[Stored items]
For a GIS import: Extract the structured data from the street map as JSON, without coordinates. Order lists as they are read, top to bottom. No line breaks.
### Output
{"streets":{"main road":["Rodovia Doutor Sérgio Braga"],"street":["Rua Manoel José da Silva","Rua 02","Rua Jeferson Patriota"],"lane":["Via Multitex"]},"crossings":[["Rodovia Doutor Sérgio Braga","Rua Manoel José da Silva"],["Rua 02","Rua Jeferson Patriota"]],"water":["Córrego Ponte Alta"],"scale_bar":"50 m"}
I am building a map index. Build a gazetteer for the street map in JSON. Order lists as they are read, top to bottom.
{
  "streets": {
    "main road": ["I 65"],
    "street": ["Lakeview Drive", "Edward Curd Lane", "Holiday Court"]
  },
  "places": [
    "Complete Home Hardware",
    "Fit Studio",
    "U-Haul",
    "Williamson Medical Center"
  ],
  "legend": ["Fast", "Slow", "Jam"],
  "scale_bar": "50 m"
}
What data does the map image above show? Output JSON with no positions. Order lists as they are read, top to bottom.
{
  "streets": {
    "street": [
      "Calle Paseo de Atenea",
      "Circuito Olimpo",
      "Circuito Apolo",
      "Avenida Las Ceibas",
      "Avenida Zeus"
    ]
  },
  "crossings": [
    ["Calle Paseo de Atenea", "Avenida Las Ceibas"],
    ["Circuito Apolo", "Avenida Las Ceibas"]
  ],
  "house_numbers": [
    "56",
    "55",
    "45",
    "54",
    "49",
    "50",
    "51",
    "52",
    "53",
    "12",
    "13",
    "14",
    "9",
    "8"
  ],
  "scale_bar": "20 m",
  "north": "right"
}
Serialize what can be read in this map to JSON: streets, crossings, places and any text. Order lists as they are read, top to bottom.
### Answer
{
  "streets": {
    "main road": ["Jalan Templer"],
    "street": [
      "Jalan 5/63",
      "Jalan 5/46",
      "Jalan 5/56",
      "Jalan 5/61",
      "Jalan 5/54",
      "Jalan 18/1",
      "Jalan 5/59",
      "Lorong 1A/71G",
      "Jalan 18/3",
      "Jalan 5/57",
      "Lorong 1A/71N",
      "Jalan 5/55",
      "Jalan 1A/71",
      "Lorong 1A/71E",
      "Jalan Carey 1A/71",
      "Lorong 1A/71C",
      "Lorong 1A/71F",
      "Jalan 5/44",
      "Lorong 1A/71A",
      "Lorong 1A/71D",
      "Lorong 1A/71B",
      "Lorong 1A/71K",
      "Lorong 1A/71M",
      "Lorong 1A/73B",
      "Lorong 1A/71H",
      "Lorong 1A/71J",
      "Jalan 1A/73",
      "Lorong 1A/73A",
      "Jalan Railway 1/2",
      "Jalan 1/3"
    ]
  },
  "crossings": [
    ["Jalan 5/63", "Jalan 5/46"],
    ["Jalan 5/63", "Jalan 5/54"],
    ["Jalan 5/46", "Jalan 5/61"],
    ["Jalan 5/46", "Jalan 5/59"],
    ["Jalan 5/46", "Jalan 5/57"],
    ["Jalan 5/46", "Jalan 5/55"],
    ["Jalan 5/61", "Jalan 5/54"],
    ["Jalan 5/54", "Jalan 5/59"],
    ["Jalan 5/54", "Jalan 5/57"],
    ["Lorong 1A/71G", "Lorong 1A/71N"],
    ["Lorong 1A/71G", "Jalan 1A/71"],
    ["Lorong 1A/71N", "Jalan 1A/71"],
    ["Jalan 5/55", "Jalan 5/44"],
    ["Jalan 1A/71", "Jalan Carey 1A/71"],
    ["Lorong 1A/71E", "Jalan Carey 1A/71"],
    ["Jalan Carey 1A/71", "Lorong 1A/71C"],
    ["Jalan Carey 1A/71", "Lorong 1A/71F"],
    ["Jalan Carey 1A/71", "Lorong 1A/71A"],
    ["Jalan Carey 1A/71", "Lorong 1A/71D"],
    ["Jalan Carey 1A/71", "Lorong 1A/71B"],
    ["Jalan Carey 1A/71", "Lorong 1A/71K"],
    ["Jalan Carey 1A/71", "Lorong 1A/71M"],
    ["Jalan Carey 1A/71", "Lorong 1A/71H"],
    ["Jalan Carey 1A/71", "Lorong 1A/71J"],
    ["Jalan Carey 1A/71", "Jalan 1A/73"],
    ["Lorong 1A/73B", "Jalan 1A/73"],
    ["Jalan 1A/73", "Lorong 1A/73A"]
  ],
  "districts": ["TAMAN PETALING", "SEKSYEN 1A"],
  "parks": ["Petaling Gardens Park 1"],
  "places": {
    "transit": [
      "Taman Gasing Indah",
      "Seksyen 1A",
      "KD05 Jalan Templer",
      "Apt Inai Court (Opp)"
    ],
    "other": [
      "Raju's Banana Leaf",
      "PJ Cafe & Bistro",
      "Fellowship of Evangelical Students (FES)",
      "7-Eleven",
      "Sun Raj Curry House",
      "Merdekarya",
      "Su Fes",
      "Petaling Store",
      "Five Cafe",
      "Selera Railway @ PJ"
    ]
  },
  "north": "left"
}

WHAT THE TASK ASKS: An exact repetition of the data above is all that is needed.

TASK ANSWER:
For a GIS import: Extract the structured data from the street map as JSON, without coordinates. Order lists as they are read, top to bottom. No line breaks.
### Output
{"streets":{"main road":["Rodovia Doutor Sérgio Braga"],"street":["Rua Manoel José da Silva","Rua 02","Rua Jeferson Patriota"],"lane":["Via Multitex"]},"crossings":[["Rodovia Doutor Sérgio Braga","Rua Manoel José da Silva"],["Rua 02","Rua Jeferson Patriota"]],"water":["Córrego Ponte Alta"],"scale_bar":"50 m"}
I am building a map index. Build a gazetteer for the street map in JSON. Order lists as they are read, top to bottom.
{
  "streets": {
    "main road": ["I 65"],
    "street": ["Lakeview Drive", "Edward Curd Lane", "Holiday Court"]
  },
  "places": [
    "Complete Home Hardware",
    "Fit Studio",
    "U-Haul",
    "Williamson Medical Center"
  ],
  "legend": ["Fast", "Slow", "Jam"],
  "scale_bar": "50 m"
}
What data does the map image above show? Output JSON with no positions. Order lists as they are read, top to bottom.
{
  "streets": {
    "street": [
      "Calle Paseo de Atenea",
      "Circuito Olimpo",
      "Circuito Apolo",
      "Avenida Las Ceibas",
      "Avenida Zeus"
    ]
  },
  "crossings": [
    ["Calle Paseo de Atenea", "Avenida Las Ceibas"],
    ["Circuito Apolo", "Avenida Las Ceibas"]
  ],
  "house_numbers": [
    "56",
    "55",
    "45",
    "54",
    "49",
    "50",
    "51",
    "52",
    "53",
    "12",
    "13",
    "14",
    "9",
    "8"
  ],
  "scale_bar": "20 m",
  "north": "right"
}
Serialize what can be read in this map to JSON: streets, crossings, places and any text. Order lists as they are read, top to bottom.
### Answer
{
  "streets": {
    "main road": ["Jalan Templer"],
    "street": [
      "Jalan 5/63",
      "Jalan 5/46",
      "Jalan 5/56",
      "Jalan 5/61",
      "Jalan 5/54",
      "Jalan 18/1",
      "Jalan 5/59",
      "Lorong 1A/71G",
      "Jalan 18/3",
      "Jalan 5/57",
      "Lorong 1A/71N",
      "Jalan 5/55",
      "Jalan 1A/71",
      "Lorong 1A/71E",
      "Jalan Carey 1A/71",
      "Lorong 1A/71C",
      "Lorong 1A/71F",
      "Jalan 5/44",
      "Lorong 1A/71A",
      "Lorong 1A/71D",
      "Lorong 1A/71B",
      "Lorong 1A/71K",
      "Lorong 1A/71M",
      "Lorong 1A/73B",
      "Lorong 1A/71H",
      "Lorong 1A/71J",
      "Jalan 1A/73",
      "Lorong 1A/73A",
      "Jalan Railway 1/2",
      "Jalan 1/3"
    ]
  },
  "crossings": [
    ["Jalan 5/63", "Jalan 5/46"],
    ["Jalan 5/63", "Jalan 5/54"],
    ["Jalan 5/46", "Jalan 5/61"],
    ["Jalan 5/46", "Jalan 5/59"],
    ["Jalan 5/46", "Jalan 5/57"],
    ["Jalan 5/46", "Jalan 5/55"],
    ["Jalan 5/61", "Jalan 5/54"],
    ["Jalan 5/54", "Jalan 5/59"],
    ["Jalan 5/54", "Jalan 5/57"],
    ["Lorong 1A/71G", "Lorong 1A/71N"],
    ["Lorong 1A/71G", "Jalan 1A/71"],
    ["Lorong 1A/71N", "Jalan 1A/71"],
    ["Jalan 5/55", "Jalan 5/44"],
    ["Jalan 1A/71", "Jalan Carey 1A/71"],
    ["Lorong 1A/71E", "Jalan Carey 1A/71"],
    ["Jalan Carey 1A/71", "Lorong 1A/71C"],
    ["Jalan Carey 1A/71", "Lorong 1A/71F"],
    ["Jalan Carey 1A/71", "Lorong 1A/71A"],
    ["Jalan Carey 1A/71", "Lorong 1A/71D"],
    ["Jalan Carey 1A/71", "Lorong 1A/71B"],
    ["Jalan Carey 1A/71", "Lorong 1A/71K"],
    ["Jalan Carey 1A/71", "Lorong 1A/71M"],
    ["Jalan Carey 1A/71", "Lorong 1A/71H"],
    ["Jalan Carey 1A/71", "Lorong 1A/71J"],
    ["Jalan Carey 1A/71", "Jalan 1A/73"],
    ["Lorong 1A/73B", "Jalan 1A/73"],
    ["Jalan 1A/73", "Lorong 1A/73A"]
  ],
  "districts": ["TAMAN PETALING", "SEKSYEN 1A"],
  "parks": ["Petaling Gardens Park 1"],
  "places": {
    "transit": [
      "Taman Gasing Indah",
      "Seksyen 1A",
      "KD05 Jalan Templer",
      "Apt Inai Court (Opp)"
    ],
    "other": [
      "Raju's Banana Leaf",
      "PJ Cafe & Bistro",
      "Fellowship of Evangelical Students (FES)",
      "7-Eleven",
      "Sun Raj Curry House",
      "Merdekarya",
      "Su Fes",
      "Petaling Store",
      "Five Cafe",
      "Selera Railway @ PJ"
    ]
  },
  "north": "left"
}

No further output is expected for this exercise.